Treatment and Therapy
There is no specific therapy, but individual symptoms have corresponding treatments: infection (antibiotics), metabolic acidosis (bicarbonate supplements or dichloracetic acid, which can be neurotoxic), pancytopenia (transfusions, with erythropoietin to possibly decrease their frequency), neutropenia (granulocyte colony-stimulating factor), and malabsorption (pancreatic replacement and vitamins). Other endocrine imbalances are treated with the appropriate hormones. One study suggests that high carbohydrate diets should be avoided, as those diets can stress the liver. Transplantation is not effective due to the multisystemic nature of the disease.
Prevention and Outcomes
Pearson syndrome is usually sporadic. Prenatal screening for women with mtDNA deletions is problematic because of unknown levels of heteroplasmy in untested fetal tissues. Pearson syndrome is often fatal in childhood, but survivors may develop Kearns-Sayre syndrome and should be monitored for cardiac and muscle function.
Bibliography
Bernes, S. M., et al. “Identical Mitochondrial DNA Deletion in Mother with Progressive External Ophthalmoplegia and Son with Pearson Marrow-Pancreas Syndrome.” Journal of Pediatrics 123 (1993): 598–602. Print.
Gagne, Katelyn E., et al. "Pearson Marrow Pancreas Syndrome in Patients Suspected to Have Diamond-Blackfan Anemia." Blood 124.3 (2014): 437–40. Print.
Kasbekar, Shivani A., et al. "Corneal Endothelial Dysfunction in Pearson Syndrome." Ophthalmic Genetics 34.1/2 (2013): 55–57. Print.
"Pearson Marrow-Pancreas Syndrome." Genetics Home Reference.

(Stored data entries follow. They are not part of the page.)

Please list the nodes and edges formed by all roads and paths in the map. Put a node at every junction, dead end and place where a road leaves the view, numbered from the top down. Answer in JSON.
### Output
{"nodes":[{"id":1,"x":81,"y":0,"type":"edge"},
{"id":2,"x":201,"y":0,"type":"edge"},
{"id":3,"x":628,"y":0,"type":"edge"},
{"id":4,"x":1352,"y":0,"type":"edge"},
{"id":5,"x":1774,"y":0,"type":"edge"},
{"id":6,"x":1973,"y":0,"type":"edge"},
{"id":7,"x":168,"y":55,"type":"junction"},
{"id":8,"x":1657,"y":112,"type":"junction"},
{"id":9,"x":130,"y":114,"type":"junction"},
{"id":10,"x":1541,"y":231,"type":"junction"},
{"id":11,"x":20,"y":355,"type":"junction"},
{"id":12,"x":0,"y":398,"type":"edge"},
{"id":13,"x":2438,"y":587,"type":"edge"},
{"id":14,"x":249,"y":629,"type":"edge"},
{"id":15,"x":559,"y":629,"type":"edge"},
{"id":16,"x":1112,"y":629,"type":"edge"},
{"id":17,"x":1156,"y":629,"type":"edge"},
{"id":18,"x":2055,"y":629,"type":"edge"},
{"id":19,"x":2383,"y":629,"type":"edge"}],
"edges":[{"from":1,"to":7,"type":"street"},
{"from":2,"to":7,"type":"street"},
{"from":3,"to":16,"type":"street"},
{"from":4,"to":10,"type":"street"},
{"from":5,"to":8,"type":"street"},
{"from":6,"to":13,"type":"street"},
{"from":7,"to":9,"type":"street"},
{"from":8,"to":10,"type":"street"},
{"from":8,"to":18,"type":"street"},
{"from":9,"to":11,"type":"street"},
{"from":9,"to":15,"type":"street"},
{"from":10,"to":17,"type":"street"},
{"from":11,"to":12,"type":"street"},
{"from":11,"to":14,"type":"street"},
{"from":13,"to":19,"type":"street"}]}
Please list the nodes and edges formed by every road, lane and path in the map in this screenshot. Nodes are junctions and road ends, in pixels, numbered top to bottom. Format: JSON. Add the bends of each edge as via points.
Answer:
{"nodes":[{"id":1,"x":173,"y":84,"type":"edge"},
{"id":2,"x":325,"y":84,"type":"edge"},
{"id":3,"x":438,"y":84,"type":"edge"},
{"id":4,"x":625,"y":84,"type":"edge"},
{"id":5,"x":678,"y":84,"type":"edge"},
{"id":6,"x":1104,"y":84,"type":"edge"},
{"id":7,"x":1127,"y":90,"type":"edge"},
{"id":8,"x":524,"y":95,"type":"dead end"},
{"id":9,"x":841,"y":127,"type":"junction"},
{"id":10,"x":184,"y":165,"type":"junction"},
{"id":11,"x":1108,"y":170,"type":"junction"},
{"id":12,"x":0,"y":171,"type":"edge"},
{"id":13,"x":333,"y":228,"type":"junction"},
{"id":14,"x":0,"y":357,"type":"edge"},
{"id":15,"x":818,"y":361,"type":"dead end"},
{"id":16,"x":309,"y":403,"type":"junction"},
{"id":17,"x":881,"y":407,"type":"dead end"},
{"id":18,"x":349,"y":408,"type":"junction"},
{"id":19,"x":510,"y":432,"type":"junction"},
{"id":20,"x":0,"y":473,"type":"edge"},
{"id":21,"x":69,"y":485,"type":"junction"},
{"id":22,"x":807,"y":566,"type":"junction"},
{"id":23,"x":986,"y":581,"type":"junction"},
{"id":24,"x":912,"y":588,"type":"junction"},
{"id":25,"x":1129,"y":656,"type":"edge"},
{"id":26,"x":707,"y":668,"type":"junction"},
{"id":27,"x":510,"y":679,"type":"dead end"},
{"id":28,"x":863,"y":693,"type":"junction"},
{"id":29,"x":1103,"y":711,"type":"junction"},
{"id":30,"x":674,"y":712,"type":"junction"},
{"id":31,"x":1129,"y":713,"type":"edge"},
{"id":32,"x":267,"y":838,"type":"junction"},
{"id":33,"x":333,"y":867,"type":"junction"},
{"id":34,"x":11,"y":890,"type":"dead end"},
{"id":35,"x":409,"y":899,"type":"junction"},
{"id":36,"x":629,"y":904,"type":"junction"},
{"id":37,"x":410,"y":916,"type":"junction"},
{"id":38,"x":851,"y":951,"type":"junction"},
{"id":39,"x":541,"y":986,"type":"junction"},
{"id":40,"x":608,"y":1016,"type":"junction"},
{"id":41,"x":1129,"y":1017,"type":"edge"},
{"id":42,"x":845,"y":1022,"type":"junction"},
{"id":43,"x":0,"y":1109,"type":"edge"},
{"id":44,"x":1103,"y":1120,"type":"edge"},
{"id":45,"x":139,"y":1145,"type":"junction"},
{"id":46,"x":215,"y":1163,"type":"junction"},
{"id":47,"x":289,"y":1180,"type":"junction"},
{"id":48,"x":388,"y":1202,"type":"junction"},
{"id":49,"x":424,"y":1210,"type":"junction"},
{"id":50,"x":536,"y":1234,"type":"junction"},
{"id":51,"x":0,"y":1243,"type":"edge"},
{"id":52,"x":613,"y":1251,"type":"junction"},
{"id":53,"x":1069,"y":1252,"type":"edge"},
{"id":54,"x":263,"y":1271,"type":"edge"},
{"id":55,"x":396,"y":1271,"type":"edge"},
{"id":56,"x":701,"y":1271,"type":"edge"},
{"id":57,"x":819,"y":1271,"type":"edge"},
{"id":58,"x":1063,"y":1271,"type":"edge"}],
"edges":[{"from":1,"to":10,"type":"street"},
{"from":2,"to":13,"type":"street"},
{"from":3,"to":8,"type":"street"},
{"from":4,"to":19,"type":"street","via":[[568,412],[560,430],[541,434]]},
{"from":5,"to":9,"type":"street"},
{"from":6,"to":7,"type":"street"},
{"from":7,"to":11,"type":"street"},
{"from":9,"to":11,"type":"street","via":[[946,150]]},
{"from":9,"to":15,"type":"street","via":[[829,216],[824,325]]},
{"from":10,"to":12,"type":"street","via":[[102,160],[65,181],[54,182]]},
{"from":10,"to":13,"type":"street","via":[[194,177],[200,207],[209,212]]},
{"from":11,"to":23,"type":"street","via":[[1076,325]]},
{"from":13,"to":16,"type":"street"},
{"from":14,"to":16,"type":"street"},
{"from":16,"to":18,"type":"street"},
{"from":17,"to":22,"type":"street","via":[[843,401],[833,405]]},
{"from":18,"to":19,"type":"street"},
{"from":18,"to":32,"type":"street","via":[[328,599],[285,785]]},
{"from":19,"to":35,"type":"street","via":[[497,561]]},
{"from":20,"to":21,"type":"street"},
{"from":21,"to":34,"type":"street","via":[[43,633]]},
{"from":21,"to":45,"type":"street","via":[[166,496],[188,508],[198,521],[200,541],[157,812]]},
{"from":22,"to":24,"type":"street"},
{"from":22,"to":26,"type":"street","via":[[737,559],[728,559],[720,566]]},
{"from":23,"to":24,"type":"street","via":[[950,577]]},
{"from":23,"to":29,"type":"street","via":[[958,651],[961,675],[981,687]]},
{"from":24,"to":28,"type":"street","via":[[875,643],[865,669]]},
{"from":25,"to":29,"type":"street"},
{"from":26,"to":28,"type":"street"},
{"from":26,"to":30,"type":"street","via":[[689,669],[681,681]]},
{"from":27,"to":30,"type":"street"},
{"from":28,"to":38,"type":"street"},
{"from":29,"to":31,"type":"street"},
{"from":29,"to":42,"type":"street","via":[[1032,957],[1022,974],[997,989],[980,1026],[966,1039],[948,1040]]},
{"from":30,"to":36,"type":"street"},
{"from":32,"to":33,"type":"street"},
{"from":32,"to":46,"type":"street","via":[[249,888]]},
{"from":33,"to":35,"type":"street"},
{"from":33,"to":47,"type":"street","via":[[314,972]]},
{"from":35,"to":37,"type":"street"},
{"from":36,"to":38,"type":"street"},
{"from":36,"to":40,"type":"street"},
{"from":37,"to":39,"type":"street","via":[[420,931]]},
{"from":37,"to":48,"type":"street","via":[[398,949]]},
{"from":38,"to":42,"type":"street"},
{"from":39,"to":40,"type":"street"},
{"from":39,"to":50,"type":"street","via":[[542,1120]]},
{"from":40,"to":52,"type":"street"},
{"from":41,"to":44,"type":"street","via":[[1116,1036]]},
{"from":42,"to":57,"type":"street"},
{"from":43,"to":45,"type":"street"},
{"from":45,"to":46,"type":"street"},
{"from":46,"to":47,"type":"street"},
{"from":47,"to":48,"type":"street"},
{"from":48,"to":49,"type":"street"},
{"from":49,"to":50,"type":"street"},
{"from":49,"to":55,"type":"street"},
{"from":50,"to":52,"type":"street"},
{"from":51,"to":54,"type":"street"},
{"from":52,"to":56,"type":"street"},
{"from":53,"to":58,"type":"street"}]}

National Library of Medicine, 4 Aug 2014. Web. 7 Aug. 2014.
Rotig, A., et al. “Pearson’s Marrow-Pancreas Syndrome: A Multisystem Mitochondrial Disorder in Infancy.” Journal of Clinical Investigation 86 (1990): 1601–08. Print.
Van den Ouweland, J. M. W., et al. “Characterization of a Novel Mitochondrial DNA Deletion in a Patient with a Variant of the Pearson Marrow-Pancreas Syndrome.” European Journal of Human Genetics 8 (2000): 195–203. Print.
Yoshimi, Ayami, et al. "Pearson Syndrome: A Multisystem Mitochondrial Disease with Bone Marrow Failure." Orphanet Journal of Rare Diseases, vol. 17, 17 Oct. 2022, p. 379, doi.org/10.1186%2Fs13023-022-02538-9. Accessed 9 Sept. 2024.